What Barron’s has done is alert readers to the fact that commodity prices are 50 per cent (and more) below their China-driven peaks and that eventually they will recover, while skirting around the critical question of when.

My view is that we are close to the price-bottom but we need a bout of full-blown capitulation before it’s possible to see the recovery phase.

Two tests demonstrate that point, with one of them easy to measure.

The first test is subjective and comes in the form of a survey by the investment bank Citi which last week asked clients whether commodity prices would reach a bottom in the current quarter (to September 30). The vote was 54 per cent no v 46 per cent yes. Close, but we’re not there, yet.

The second more objective test is to watch for an entry into the commodities sector by the private-equity funds sitting on the sidelines, especially the $5 billion X2 fund assembled by former Xstrata boss, Mick Davis.

A man with a well-honed nose for knowing when to buy (and when to sell) Davis has been hovering in the background waiting for the time to snap up some of the distressed assets being offered by over-burdened miners.

The fact that Davis has not yet deployed his capital is a sign that he reckons prices are more likely to be lower in the near future, and that there’s no need to rush because the recovery (when it starts) will be longer. There’s also the problem that only second-class assets are currently being offered for sale.

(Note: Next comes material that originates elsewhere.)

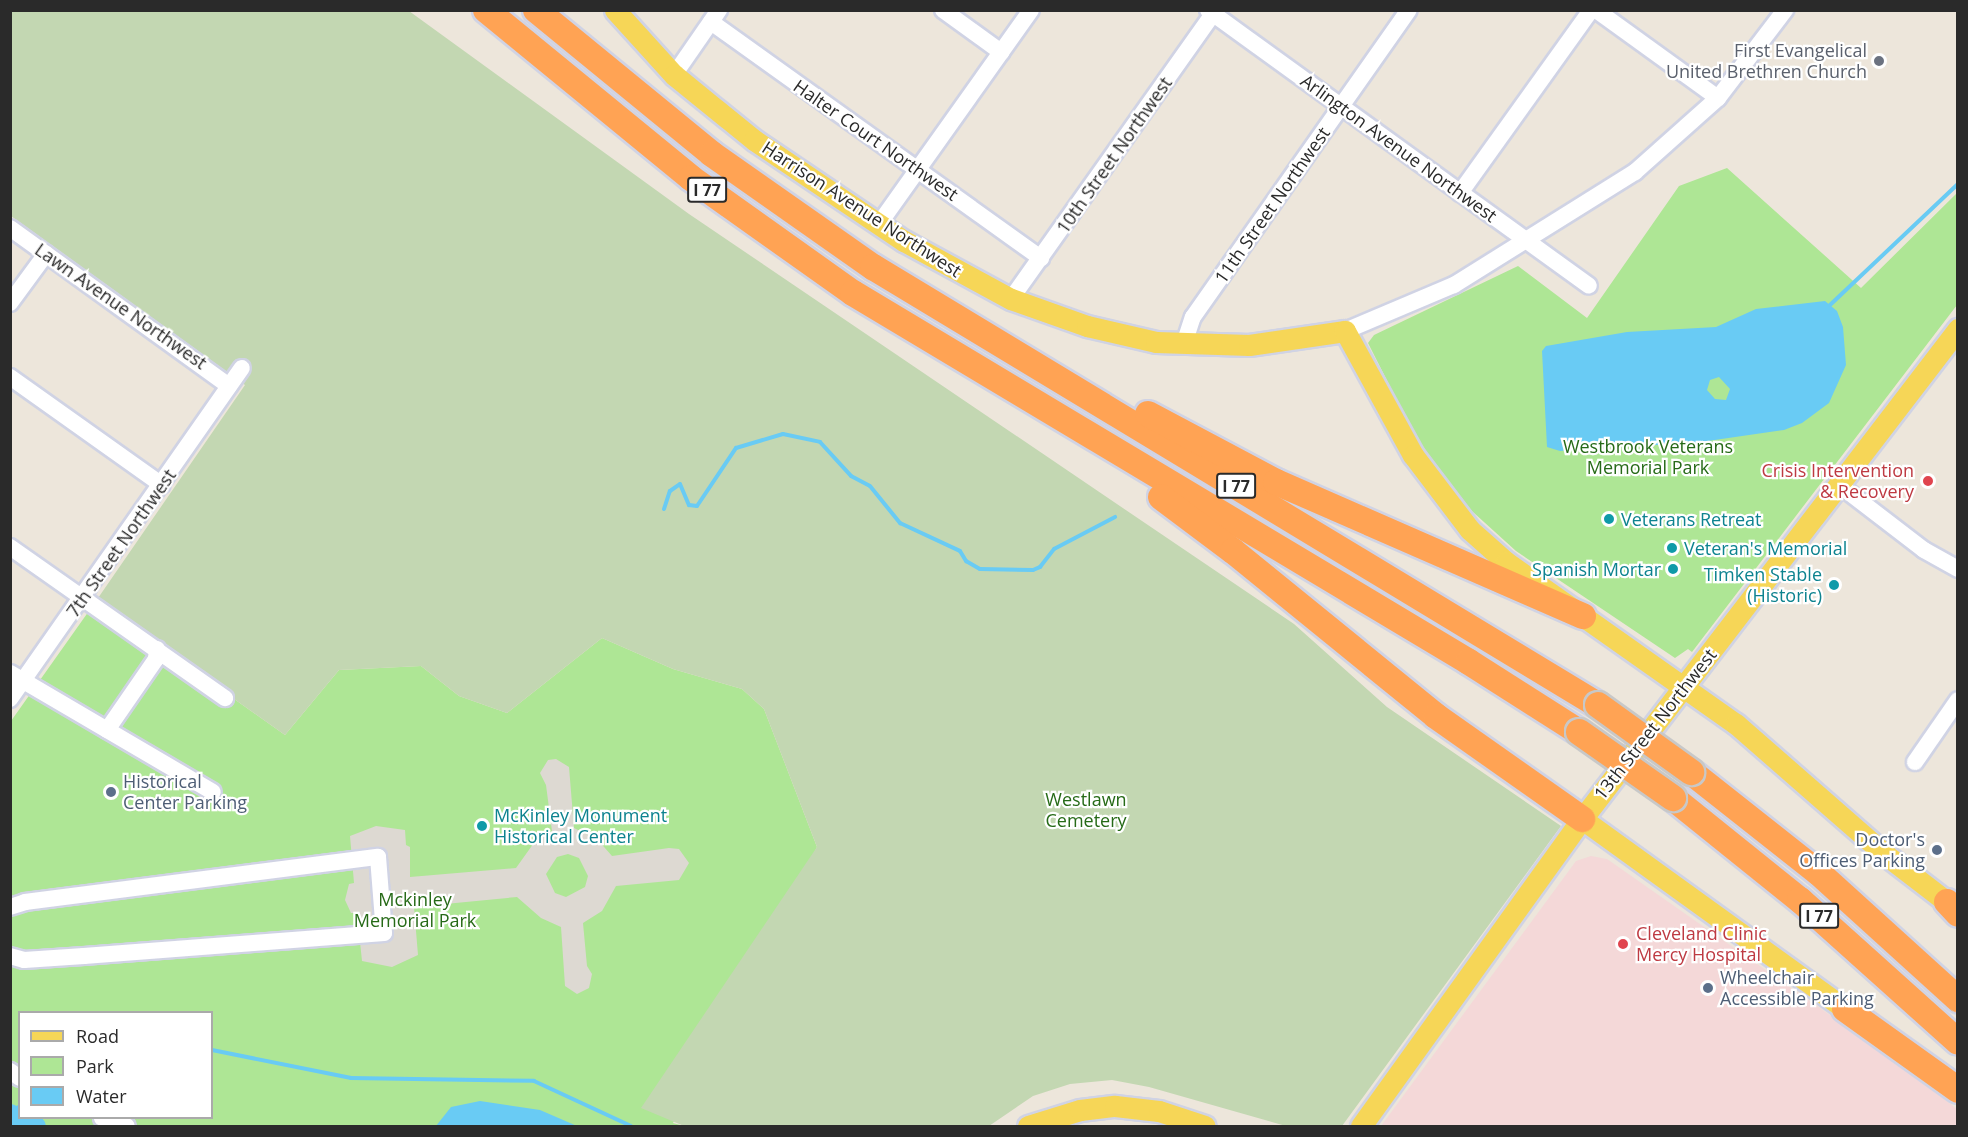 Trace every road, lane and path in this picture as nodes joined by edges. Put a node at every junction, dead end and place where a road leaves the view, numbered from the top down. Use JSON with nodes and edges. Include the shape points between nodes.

Perhaps the most important part of the Barron’s report on commodities is that which covers the “three Ds” which another investment bank, Goldman Sachs, watches: Deflation (of costs) which is keeping mines in production, De-leveraging as emerging economies (such as China) become less commodity-heavy, and Divergence of growth as the US grows at a faster rate than the rest of the world.

The final D is of immediate importance because it is being reflected in the rising value of the US dollar, and the corresponding decline in the Australian dollar.

A lower local currency is helping Australian miners on conversion but as China demonstrated yesterday currency moves are a double edged sword delivering good and bad news. A worldwide race to the currency bottom helps no-one and certainly confuses investors.

Gold, which doubles as a commodity and a currency, is a useful tool to gauge the struggle underway in a variety of markets with China’s modest, but unexpected currency devaluation, sending shockwaves through industrial metals and oil while delivering a surprise bonus for gold investors.

Copper led the industrial metals down, shedding 4 per cent overnight to a new six-year low of $5114 a tonne. Oil lost 3 per cent to drop below $US50 a barrel. Nickel lost 3.5 per cent to $US4.86 and zinc lost 4 per cent to US81.4c.

Of the commodities gold was the eye-catcher. Not only did it rise in US dollars immediately after the 1.9 per cent devaluation of the yuan to more than $US1100 an ounce but in Australia there was a double win delivered in the form of a fresh fall in Australian dollar to less than US73c.

The overall effect of gold rising and the Australian dollar falling was to produce a reasonable rise in the Australian gold price which moves back over the $A1500/oz mark to around $A1518/oz.

Interesting as the gold-price moves are, the more important signal being sent by the gold market is that most financial markets, including commodities, remain in the grip of competing forces with the net result being a continuation of the uncertainty seen over the past few years.

No commodity can match gold as a measure of economy uncertainty. It is the financial world’s equivalent of a canary in a coal mine, there to detect noxious gasses.

What commodities need before prices can regain some of their lost ground is for more mine (and oilfield) closures to help reduce stockpiles, for global growth to pick up with China’s commodity demand critical for Australia, and for a clearer view of the new normal which is expected after the US starts raising interest rates.